*** Begin section ***

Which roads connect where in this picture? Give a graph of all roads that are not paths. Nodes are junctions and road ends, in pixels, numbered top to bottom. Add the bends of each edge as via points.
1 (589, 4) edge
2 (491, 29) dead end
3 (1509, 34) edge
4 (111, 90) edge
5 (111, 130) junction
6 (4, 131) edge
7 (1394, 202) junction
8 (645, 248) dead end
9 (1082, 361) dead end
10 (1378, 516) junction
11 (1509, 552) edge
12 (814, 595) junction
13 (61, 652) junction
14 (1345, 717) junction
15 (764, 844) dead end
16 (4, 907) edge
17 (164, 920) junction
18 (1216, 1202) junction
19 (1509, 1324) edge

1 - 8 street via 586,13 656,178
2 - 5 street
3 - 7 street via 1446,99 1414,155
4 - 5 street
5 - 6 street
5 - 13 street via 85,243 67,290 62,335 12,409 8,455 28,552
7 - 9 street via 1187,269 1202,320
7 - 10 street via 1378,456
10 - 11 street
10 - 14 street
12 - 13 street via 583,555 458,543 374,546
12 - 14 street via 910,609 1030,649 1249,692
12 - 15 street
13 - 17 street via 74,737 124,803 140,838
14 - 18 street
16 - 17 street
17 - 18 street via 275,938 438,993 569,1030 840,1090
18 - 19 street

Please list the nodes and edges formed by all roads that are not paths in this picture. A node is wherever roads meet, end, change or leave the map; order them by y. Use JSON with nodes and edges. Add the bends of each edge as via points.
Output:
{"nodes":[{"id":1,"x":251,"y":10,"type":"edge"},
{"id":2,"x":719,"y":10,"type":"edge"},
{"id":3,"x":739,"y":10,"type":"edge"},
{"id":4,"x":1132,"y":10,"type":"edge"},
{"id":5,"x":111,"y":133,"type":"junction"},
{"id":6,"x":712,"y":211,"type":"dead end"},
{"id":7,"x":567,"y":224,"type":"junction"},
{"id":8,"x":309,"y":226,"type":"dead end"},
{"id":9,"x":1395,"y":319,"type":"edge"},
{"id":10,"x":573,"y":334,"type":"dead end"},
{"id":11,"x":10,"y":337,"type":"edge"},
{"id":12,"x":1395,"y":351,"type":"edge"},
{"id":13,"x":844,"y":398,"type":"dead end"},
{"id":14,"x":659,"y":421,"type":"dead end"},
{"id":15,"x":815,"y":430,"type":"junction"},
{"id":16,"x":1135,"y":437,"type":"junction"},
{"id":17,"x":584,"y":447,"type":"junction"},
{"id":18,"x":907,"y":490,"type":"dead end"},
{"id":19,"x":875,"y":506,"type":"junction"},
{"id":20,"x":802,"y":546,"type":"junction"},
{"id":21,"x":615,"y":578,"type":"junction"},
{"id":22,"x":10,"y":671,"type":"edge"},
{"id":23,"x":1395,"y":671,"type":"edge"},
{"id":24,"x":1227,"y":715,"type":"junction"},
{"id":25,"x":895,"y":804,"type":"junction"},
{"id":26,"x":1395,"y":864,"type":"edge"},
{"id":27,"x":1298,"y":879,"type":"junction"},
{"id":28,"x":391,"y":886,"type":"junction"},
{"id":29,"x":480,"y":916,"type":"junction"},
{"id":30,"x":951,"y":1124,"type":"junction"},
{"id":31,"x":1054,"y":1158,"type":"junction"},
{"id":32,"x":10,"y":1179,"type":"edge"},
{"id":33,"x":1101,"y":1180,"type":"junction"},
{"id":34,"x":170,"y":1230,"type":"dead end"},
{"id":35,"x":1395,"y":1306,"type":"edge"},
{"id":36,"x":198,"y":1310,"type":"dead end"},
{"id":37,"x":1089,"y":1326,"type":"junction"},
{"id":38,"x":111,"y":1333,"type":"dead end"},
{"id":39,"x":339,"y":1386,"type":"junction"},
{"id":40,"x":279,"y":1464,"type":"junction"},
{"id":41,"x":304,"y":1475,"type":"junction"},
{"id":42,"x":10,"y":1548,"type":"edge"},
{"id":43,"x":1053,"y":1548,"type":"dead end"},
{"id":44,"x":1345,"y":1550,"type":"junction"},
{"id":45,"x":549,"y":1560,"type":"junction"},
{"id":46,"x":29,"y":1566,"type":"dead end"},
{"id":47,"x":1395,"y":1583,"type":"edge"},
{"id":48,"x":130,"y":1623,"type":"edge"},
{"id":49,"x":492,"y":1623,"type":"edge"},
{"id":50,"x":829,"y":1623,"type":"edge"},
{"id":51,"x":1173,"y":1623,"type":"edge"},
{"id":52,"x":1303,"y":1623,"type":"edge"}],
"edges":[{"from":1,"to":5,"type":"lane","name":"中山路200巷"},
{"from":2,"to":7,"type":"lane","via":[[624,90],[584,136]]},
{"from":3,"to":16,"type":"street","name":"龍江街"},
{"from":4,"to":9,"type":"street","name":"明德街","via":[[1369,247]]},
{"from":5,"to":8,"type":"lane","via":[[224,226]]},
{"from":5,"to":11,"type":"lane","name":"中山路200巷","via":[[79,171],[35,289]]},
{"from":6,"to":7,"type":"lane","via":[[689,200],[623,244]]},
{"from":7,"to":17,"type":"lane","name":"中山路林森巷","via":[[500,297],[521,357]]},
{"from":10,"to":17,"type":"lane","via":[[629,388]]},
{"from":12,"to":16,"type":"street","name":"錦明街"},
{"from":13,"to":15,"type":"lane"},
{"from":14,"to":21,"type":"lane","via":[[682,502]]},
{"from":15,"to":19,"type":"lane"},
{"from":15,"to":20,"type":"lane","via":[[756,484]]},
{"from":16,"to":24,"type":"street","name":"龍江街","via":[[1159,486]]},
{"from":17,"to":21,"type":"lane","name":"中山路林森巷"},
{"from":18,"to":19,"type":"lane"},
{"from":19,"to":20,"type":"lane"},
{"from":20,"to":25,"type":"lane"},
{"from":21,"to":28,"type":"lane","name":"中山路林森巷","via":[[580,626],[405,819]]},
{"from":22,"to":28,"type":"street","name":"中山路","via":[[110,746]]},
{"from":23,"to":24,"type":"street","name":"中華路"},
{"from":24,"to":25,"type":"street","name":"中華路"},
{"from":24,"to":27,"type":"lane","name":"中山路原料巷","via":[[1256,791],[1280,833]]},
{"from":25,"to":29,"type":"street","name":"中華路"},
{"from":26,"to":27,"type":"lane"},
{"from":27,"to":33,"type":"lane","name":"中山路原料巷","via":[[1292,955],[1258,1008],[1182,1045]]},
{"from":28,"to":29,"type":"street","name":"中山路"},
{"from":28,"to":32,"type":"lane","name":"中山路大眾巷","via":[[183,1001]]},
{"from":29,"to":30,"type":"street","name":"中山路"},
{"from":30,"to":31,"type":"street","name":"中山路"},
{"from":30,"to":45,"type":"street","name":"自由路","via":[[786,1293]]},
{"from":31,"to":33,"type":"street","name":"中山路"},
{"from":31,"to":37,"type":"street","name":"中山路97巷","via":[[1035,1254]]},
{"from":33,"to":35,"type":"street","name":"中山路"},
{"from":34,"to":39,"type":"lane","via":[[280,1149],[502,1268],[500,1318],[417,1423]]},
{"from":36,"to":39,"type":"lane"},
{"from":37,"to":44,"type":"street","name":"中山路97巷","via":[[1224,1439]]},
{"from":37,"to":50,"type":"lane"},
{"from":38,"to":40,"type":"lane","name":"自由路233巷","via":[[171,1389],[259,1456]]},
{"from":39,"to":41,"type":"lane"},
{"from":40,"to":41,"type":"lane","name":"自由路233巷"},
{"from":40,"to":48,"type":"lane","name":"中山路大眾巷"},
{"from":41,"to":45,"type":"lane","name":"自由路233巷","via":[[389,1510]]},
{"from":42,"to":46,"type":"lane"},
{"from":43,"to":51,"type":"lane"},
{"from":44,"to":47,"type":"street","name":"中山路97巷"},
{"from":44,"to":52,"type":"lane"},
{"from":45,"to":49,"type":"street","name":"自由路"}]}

*** End section ***

Every line holding the word "bends" should be copied out of the records above.

Which roads connect where in this picture? Give a graph of all roads that are not paths. Nodes are junctions and road ends, in pixels, numbered top to bottom. Add the bends of each edge as via points.
Please list the nodes and edges formed by all roads that are not paths in this picture. A node is wherever roads meet, end, change or leave the map; order them by y. Use JSON with nodes and edges. Add the bends of each edge as via points.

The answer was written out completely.